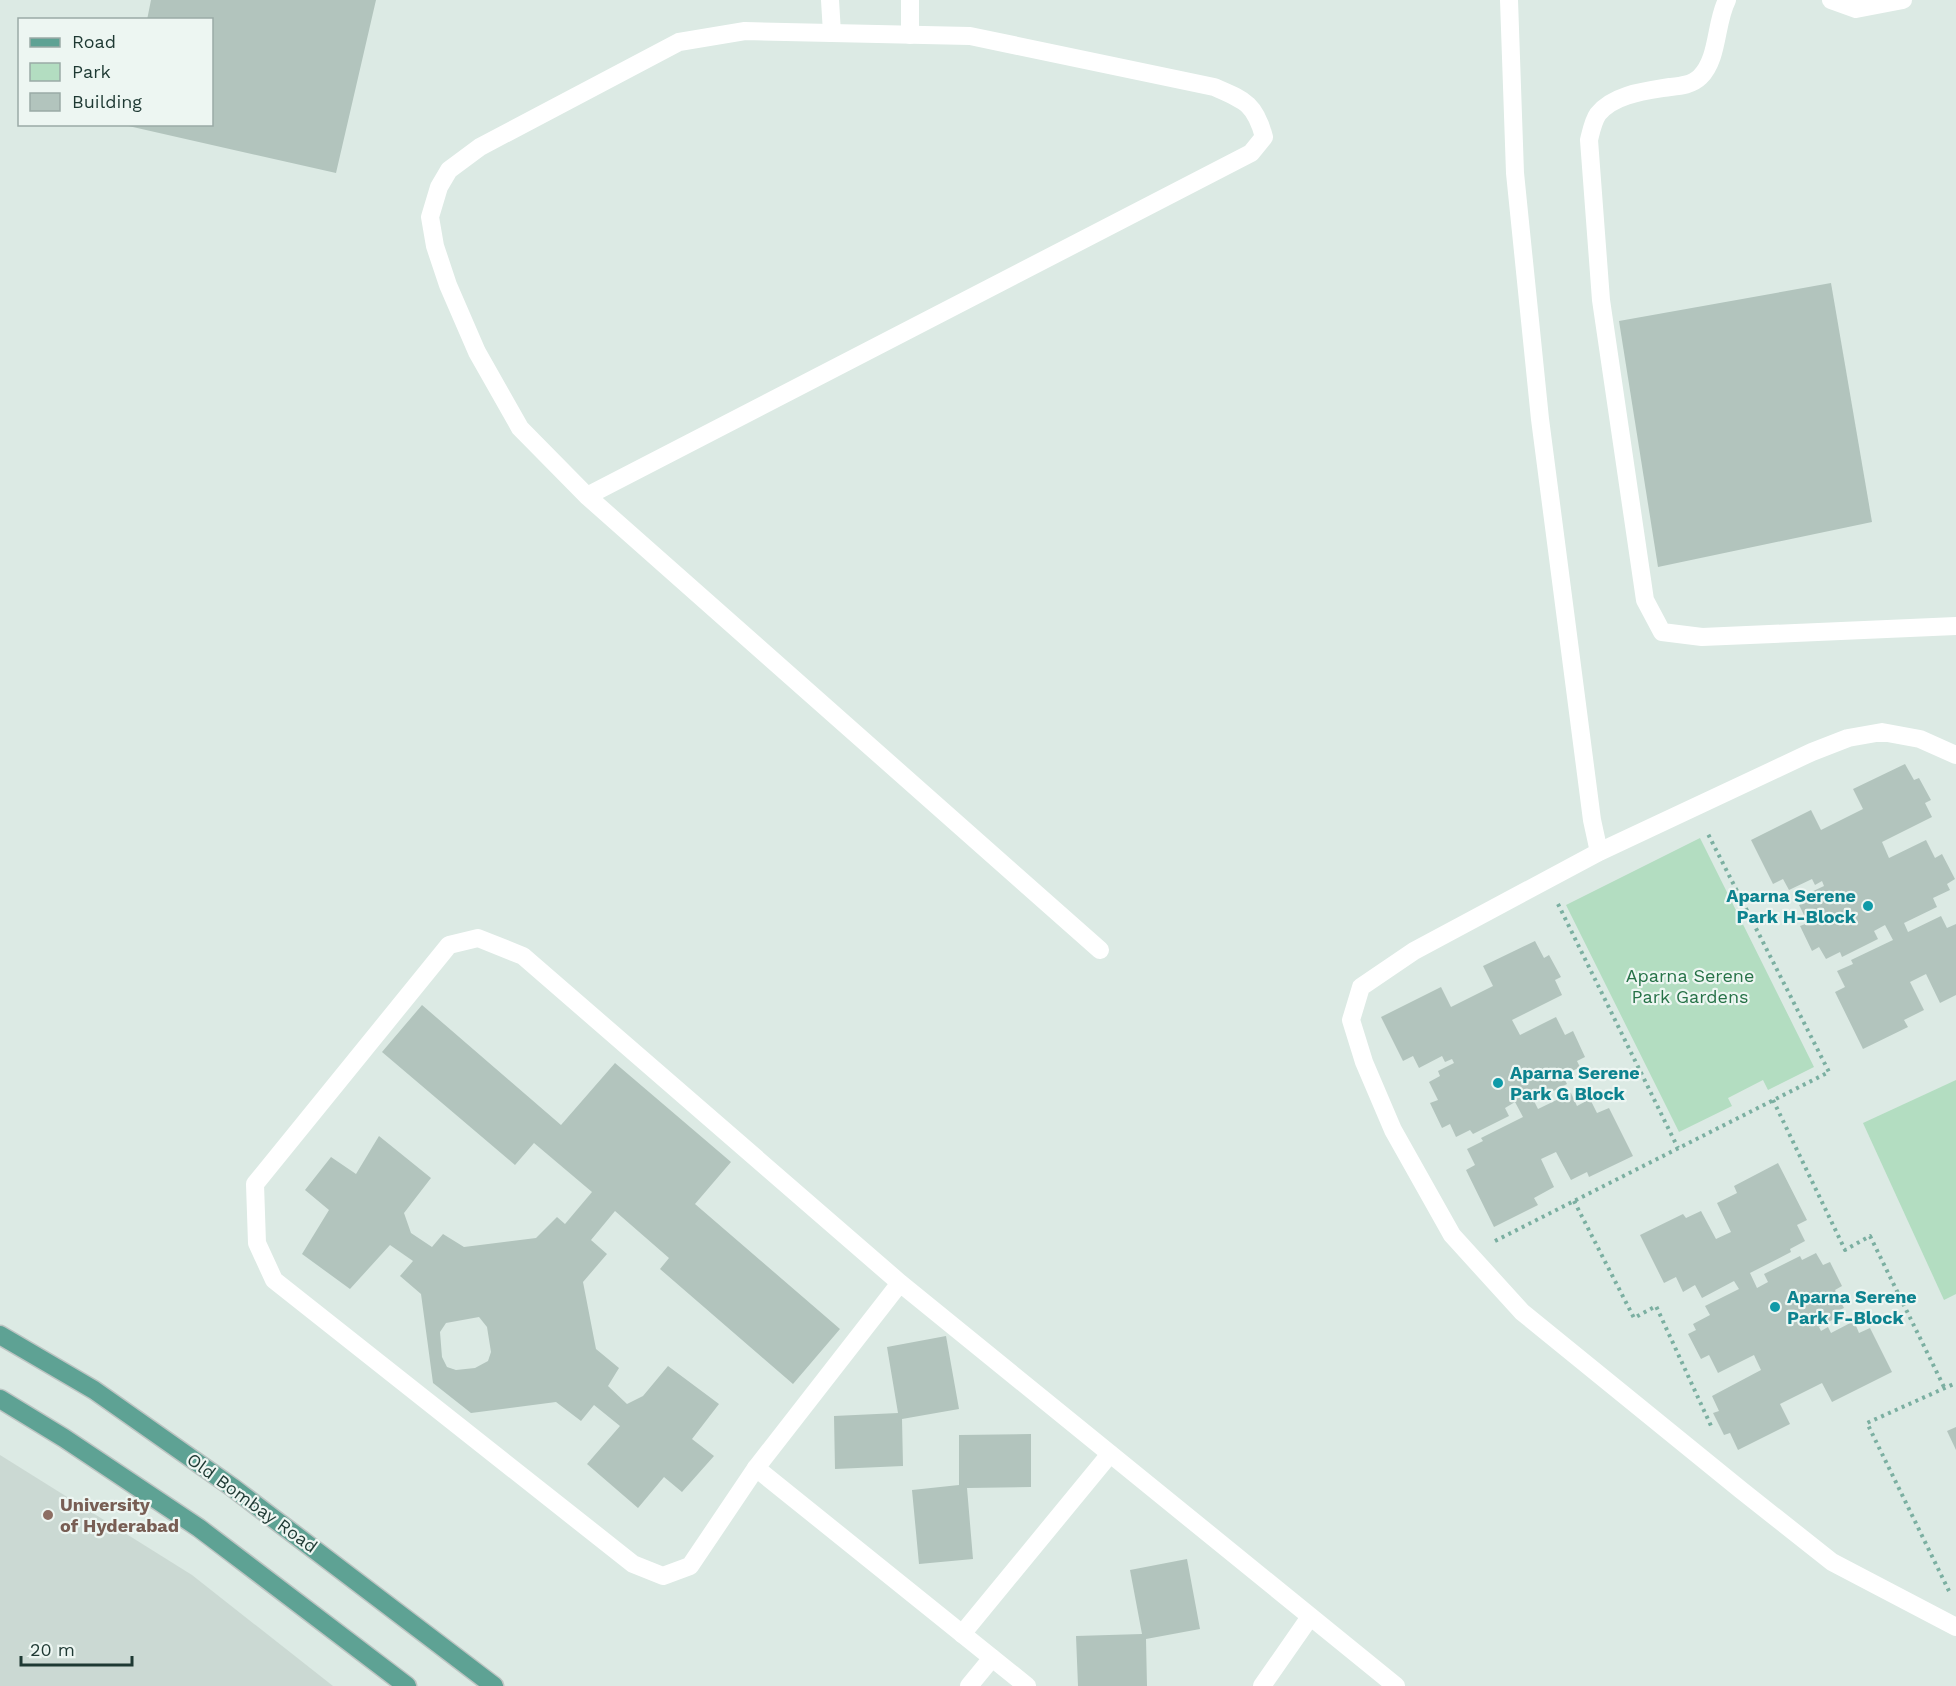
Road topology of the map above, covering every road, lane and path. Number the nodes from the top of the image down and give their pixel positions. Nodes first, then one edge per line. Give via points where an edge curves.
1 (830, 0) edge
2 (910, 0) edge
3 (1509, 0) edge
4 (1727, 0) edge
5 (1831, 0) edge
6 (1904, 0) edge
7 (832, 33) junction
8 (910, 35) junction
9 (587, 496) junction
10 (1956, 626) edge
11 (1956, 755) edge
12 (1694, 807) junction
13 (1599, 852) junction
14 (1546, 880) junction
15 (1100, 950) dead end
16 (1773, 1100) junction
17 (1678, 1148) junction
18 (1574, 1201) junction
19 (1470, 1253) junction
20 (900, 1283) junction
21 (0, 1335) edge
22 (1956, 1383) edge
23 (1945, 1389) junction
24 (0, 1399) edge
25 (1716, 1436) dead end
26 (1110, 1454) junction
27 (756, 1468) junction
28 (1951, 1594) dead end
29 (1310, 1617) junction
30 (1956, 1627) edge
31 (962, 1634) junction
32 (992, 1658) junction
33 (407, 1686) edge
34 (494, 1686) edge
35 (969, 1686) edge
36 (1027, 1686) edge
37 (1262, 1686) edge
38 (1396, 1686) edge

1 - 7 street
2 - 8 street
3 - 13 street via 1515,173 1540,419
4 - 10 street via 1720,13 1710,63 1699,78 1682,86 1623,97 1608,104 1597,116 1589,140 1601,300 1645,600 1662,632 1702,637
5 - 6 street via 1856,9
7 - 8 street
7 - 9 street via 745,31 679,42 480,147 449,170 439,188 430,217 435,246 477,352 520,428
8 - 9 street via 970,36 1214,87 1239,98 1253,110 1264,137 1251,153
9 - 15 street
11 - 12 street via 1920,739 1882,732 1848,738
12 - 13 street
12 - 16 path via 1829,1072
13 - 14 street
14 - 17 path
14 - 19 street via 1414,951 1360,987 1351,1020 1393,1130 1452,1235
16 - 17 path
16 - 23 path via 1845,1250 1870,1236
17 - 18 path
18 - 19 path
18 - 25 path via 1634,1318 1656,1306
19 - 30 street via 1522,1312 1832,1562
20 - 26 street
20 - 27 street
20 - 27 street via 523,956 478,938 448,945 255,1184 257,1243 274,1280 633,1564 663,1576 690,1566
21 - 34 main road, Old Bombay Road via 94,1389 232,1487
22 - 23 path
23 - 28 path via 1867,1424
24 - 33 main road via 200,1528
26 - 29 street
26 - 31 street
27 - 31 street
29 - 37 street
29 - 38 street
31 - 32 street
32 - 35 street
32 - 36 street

^^^^

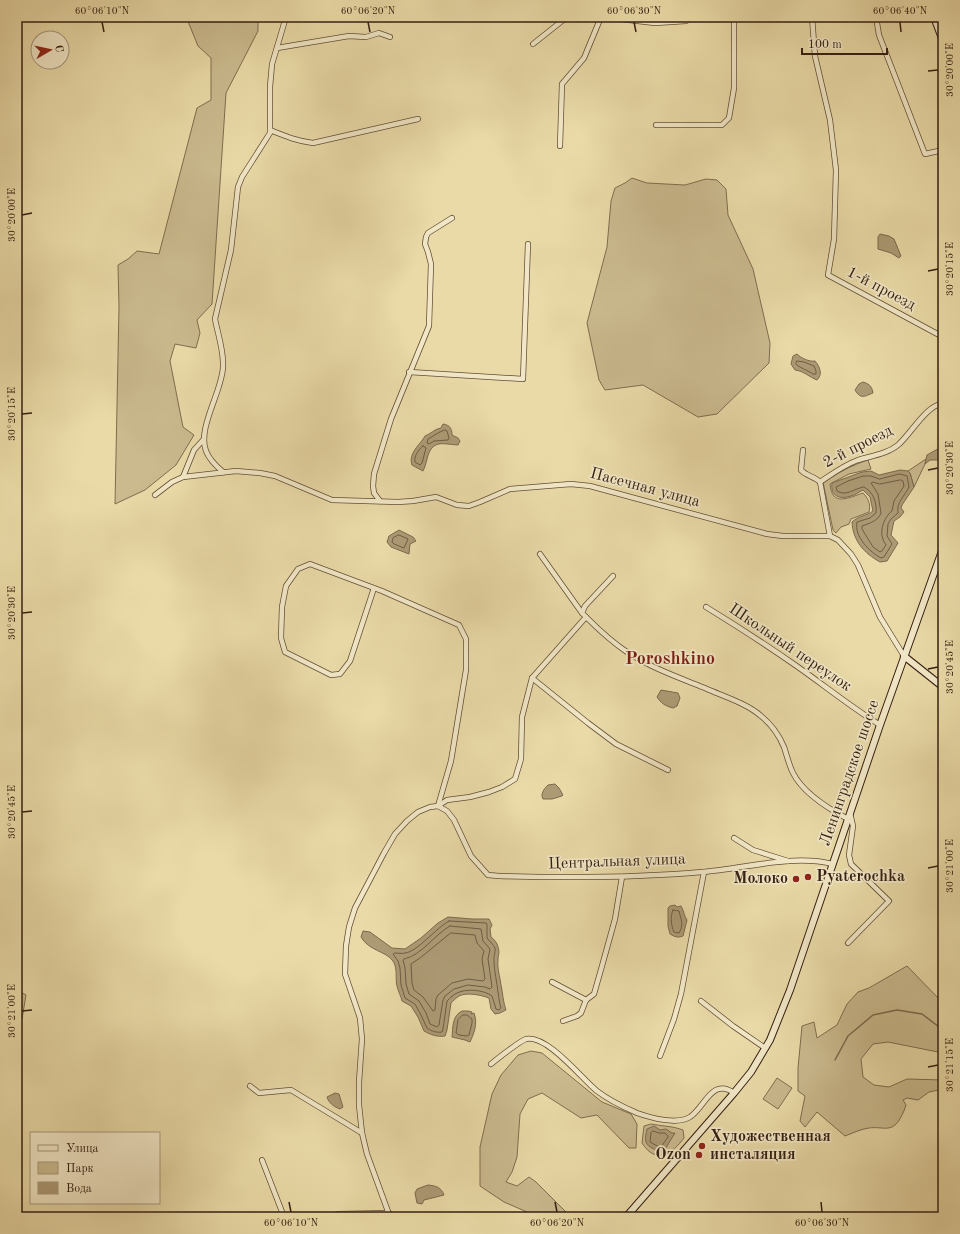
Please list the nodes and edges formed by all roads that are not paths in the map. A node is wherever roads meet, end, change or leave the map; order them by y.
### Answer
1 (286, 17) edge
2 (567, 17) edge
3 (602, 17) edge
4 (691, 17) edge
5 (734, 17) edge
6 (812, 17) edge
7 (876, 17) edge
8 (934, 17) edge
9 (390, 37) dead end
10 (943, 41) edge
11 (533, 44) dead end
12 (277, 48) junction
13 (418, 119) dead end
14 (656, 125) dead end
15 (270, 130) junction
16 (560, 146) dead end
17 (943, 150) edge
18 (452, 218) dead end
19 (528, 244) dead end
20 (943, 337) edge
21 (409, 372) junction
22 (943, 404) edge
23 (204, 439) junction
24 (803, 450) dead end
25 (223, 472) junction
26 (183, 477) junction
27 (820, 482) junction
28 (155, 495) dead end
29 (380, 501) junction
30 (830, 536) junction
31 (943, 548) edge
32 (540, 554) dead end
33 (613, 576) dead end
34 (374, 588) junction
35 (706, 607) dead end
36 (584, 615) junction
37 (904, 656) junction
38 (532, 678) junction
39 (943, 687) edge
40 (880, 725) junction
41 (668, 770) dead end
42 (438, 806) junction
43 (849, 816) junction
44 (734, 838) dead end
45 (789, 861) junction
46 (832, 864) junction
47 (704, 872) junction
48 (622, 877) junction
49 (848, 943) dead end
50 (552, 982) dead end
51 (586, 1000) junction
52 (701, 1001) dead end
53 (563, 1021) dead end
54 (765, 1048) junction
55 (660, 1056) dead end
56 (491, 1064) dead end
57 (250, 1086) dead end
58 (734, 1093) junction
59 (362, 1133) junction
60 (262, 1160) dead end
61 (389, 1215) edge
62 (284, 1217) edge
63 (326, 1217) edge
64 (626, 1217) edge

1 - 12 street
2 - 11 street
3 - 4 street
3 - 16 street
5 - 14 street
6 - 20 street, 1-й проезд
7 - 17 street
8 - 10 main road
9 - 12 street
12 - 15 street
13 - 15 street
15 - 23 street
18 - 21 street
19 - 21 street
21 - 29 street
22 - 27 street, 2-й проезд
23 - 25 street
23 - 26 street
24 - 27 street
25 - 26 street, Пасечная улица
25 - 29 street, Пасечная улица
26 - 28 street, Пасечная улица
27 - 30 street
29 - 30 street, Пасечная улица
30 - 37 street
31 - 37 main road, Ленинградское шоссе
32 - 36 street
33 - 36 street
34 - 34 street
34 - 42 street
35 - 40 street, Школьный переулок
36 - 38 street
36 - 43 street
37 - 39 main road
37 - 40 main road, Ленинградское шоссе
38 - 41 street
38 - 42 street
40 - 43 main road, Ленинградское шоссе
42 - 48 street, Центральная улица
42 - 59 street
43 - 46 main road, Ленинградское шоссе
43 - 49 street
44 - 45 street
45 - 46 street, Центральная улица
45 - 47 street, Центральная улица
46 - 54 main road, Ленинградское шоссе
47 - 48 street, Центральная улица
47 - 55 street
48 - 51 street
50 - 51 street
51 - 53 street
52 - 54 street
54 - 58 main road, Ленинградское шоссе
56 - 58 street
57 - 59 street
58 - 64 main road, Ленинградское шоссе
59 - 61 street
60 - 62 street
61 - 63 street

^^^^

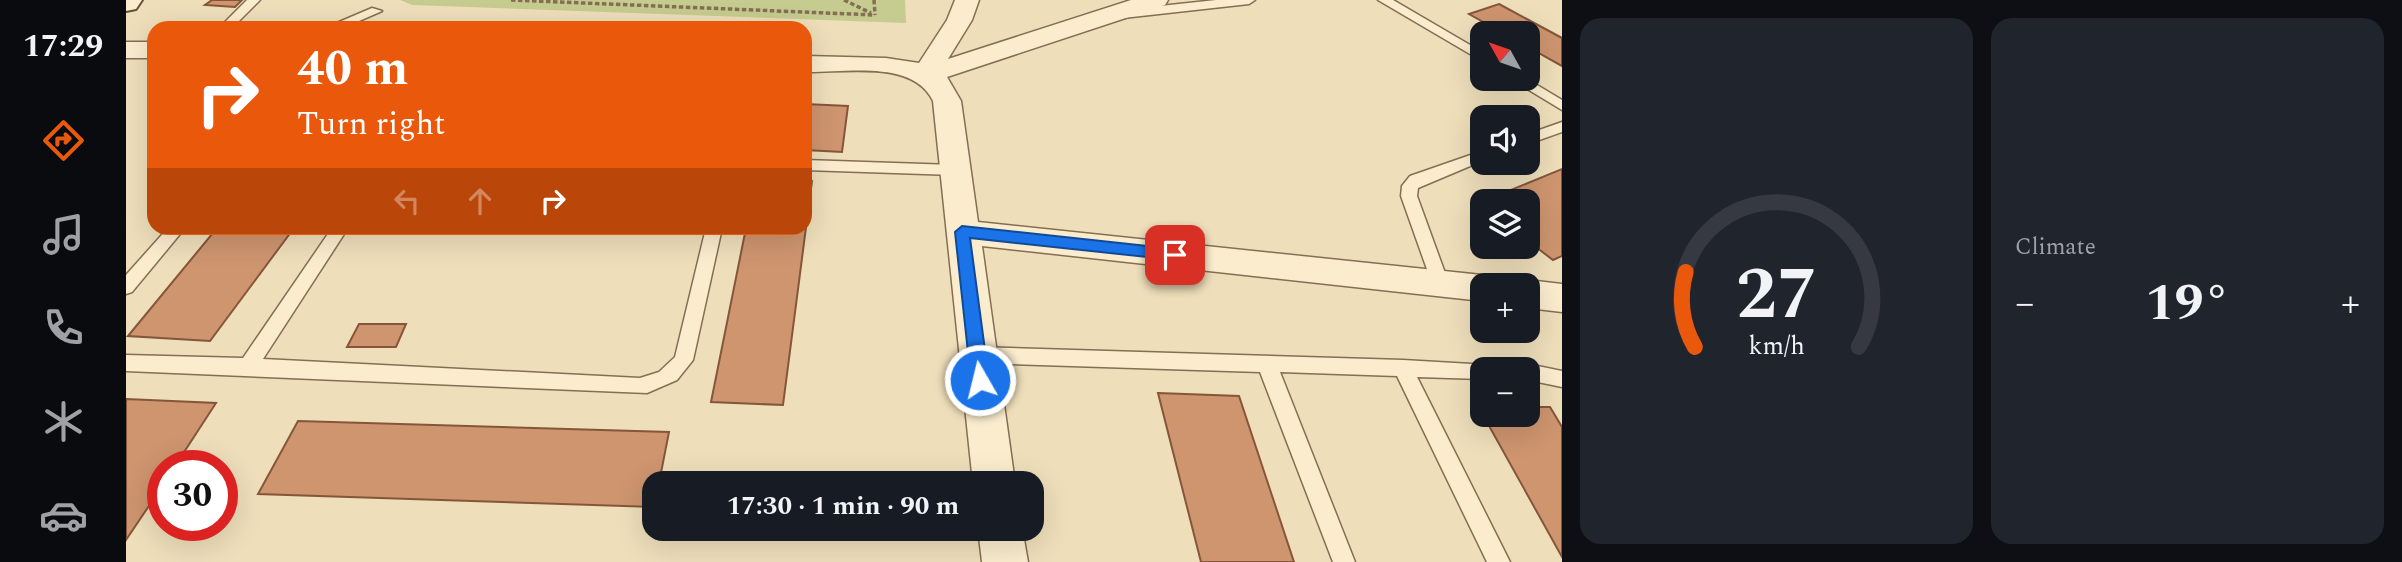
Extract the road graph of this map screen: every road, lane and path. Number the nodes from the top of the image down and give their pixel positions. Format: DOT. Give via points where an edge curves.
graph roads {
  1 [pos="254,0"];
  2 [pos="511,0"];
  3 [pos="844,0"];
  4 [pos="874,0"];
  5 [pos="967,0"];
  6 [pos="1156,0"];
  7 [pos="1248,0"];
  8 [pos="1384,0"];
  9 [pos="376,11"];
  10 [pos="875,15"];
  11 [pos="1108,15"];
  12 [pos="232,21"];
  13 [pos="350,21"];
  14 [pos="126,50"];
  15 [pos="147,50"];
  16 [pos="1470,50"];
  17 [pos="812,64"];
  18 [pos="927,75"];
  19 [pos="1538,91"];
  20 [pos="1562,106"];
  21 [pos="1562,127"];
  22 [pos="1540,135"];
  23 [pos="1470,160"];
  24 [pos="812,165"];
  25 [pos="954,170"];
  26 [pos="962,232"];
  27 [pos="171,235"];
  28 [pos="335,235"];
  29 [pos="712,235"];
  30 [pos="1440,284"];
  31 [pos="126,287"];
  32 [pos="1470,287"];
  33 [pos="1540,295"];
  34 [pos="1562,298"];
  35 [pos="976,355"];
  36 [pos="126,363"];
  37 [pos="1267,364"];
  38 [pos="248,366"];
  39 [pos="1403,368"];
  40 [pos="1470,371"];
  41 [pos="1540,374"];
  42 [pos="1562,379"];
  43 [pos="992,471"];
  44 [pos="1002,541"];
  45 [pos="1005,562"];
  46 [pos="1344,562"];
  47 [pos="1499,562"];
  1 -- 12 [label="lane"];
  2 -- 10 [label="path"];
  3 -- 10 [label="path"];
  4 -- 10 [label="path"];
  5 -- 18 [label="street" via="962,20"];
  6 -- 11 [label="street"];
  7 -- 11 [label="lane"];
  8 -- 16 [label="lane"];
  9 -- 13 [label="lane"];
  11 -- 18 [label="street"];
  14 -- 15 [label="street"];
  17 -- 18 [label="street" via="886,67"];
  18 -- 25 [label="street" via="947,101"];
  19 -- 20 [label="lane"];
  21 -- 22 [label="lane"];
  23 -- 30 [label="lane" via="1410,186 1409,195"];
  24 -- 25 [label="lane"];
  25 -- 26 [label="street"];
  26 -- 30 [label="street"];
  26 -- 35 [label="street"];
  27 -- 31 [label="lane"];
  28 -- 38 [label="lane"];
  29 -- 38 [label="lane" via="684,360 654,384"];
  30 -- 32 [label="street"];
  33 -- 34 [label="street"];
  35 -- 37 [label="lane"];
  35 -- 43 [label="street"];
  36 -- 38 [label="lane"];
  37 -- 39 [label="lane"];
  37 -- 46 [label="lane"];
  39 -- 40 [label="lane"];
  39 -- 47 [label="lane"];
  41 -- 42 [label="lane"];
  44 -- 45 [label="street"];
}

^^^^

▸ **Goal of the exercise**
Scan the lines above, and whenever one holds the string "Ленинградское", copy it.

▸ **Output below**
31 - 37 main road, Ленинградское шоссе
37 - 40 main road, Ленинградское шоссе
40 - 43 main road, Ленинградское шоссе
43 - 46 main road, Ленинградское шоссе
46 - 54 main road, Ленинградское шоссе
54 - 58 main road, Ленинградское шоссе
58 - 64 main road, Ленинградское шоссе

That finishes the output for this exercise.